(Raw data)

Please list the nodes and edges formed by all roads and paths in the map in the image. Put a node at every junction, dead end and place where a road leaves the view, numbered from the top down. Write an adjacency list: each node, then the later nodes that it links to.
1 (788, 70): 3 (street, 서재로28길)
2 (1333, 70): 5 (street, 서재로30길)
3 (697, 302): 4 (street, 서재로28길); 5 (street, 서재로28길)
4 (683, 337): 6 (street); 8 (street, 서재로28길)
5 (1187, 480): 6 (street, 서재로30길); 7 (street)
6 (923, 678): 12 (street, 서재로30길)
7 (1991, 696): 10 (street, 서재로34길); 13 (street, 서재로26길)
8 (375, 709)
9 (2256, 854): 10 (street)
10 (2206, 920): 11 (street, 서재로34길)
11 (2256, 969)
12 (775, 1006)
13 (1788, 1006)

(End Raw data)

§ Exercise description: Copy out the records once more, exactly as they are written.

§ Exercise solution:
Please list the nodes and edges formed by all roads and paths in the map in the image. Put a node at every junction, dead end and place where a road leaves the view, numbered from the top down. Write an adjacency list: each node, then the later nodes that it links to.
1 (788, 70): 3 (street, 서재로28길)
2 (1333, 70): 5 (street, 서재로30길)
3 (697, 302): 4 (street, 서재로28길); 5 (street, 서재로28길)
4 (683, 337): 6 (street); 8 (street, 서재로28길)
5 (1187, 480): 6 (street, 서재로30길); 7 (street)
6 (923, 678): 12 (street, 서재로30길)
7 (1991, 696): 10 (street, 서재로34길); 13 (street, 서재로26길)
8 (375, 709)
9 (2256, 854): 10 (street)
10 (2206, 920): 11 (street, 서재로34길)
11 (2256, 969)
12 (775, 1006)
13 (1788, 1006)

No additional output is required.